— LISTED ENTRIES —
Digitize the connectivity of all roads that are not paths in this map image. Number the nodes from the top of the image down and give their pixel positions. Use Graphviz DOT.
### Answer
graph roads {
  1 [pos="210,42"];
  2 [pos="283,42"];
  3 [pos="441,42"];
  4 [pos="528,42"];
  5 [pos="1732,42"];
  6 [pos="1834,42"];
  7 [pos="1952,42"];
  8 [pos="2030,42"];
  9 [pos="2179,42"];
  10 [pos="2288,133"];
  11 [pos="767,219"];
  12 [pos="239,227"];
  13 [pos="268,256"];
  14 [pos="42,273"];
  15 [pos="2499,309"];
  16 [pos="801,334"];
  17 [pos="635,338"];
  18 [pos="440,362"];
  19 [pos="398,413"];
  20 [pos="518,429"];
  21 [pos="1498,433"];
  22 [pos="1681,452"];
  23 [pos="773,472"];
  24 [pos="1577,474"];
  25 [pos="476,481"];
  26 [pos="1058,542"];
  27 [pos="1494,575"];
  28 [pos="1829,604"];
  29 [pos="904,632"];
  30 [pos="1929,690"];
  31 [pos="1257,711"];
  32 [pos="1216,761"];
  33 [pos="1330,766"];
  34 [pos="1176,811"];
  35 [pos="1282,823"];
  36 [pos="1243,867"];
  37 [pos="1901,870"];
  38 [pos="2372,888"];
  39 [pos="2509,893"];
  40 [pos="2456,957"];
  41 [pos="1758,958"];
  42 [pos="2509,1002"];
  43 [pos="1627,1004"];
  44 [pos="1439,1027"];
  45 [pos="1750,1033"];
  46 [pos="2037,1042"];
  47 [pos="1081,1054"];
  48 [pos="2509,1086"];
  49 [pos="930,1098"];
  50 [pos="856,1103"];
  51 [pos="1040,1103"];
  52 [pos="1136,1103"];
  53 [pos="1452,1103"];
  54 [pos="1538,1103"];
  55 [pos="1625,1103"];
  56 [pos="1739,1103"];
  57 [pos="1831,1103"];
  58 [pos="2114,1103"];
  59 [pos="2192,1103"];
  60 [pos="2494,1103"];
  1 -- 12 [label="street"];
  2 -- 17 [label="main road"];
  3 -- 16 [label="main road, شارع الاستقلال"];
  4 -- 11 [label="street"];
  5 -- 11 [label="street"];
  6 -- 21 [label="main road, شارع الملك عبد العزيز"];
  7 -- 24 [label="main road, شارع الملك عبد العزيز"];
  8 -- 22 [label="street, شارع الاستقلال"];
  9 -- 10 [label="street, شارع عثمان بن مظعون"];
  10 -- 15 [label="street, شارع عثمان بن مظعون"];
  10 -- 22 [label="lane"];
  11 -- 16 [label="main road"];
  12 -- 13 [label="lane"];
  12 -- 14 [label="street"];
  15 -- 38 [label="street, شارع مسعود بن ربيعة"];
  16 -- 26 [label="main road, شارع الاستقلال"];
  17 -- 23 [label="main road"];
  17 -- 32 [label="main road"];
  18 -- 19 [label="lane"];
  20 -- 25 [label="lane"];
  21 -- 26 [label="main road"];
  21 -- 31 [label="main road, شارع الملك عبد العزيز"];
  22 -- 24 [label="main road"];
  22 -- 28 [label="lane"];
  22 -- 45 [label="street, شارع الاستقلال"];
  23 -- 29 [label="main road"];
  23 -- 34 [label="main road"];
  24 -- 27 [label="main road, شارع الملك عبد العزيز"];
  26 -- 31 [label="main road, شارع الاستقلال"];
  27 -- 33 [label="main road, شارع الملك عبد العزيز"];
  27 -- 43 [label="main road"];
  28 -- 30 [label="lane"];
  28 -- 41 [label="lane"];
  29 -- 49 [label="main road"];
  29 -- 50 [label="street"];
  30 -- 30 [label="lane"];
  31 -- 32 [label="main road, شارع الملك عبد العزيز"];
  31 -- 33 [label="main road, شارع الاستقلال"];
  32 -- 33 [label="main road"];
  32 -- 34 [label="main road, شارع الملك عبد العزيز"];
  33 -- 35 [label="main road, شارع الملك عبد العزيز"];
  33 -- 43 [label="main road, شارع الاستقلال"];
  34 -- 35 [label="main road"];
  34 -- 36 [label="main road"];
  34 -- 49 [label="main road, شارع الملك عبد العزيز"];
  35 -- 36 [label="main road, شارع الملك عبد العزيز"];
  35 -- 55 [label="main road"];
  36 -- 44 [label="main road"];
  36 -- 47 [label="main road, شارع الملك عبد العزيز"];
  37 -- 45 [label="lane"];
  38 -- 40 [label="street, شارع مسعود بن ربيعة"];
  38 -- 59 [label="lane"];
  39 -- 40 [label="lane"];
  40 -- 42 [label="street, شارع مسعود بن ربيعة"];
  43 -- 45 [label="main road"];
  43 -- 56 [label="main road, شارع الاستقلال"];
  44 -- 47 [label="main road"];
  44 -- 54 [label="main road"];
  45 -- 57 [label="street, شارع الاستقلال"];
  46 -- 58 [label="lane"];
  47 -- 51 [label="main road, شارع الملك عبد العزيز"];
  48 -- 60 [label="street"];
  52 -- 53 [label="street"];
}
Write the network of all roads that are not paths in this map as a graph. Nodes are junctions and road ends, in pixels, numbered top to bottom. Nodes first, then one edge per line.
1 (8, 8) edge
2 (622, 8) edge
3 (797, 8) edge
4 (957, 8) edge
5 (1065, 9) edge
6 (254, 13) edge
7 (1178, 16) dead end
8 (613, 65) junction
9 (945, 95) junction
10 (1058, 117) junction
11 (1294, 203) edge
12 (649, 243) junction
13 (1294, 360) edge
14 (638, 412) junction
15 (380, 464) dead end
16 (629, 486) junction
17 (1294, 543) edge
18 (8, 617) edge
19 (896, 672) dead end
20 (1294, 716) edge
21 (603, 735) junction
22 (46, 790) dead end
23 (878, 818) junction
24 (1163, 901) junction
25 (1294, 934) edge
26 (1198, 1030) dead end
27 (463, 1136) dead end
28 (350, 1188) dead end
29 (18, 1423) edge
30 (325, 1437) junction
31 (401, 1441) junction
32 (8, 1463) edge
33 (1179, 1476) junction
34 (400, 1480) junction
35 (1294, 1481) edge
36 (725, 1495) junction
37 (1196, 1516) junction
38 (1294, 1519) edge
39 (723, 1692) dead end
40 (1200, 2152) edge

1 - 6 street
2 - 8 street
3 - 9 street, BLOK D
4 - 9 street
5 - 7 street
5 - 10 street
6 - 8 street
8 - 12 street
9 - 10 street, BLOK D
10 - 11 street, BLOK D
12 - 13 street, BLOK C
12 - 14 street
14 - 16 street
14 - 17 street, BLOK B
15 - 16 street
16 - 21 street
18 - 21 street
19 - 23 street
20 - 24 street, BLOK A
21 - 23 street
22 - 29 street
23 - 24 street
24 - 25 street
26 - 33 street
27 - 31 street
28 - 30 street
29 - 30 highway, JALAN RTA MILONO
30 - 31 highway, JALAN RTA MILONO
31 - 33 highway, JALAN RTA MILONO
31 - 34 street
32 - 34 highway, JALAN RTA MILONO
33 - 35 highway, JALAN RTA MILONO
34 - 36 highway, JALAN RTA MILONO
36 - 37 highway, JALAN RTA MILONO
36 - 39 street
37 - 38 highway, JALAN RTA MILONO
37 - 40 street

— TO DO —
Check each line of the entries above, and show every one holding the word "الملك".

— YOUR RESPONSE —
  6 -- 21 [label="main road, شارع الملك عبد العزيز"];
  7 -- 24 [label="main road, شارع الملك عبد العزيز"];
  21 -- 31 [label="main road, شارع الملك عبد العزيز"];
  24 -- 27 [label="main road, شارع الملك عبد العزيز"];
  27 -- 33 [label="main road, شارع الملك عبد العزيز"];
  31 -- 32 [label="main road, شارع الملك عبد العزيز"];
  32 -- 34 [label="main road, شارع الملك عبد العزيز"];
  33 -- 35 [label="main road, شارع الملك عبد العزيز"];
  34 -- 49 [label="main road, شارع الملك عبد العزيز"];
  35 -- 36 [label="main road, شارع الملك عبد العزيز"];
  36 -- 47 [label="main road, شارع الملك عبد العزيز"];
  47 -- 51 [label="main road, شارع الملك عبد العزيز"];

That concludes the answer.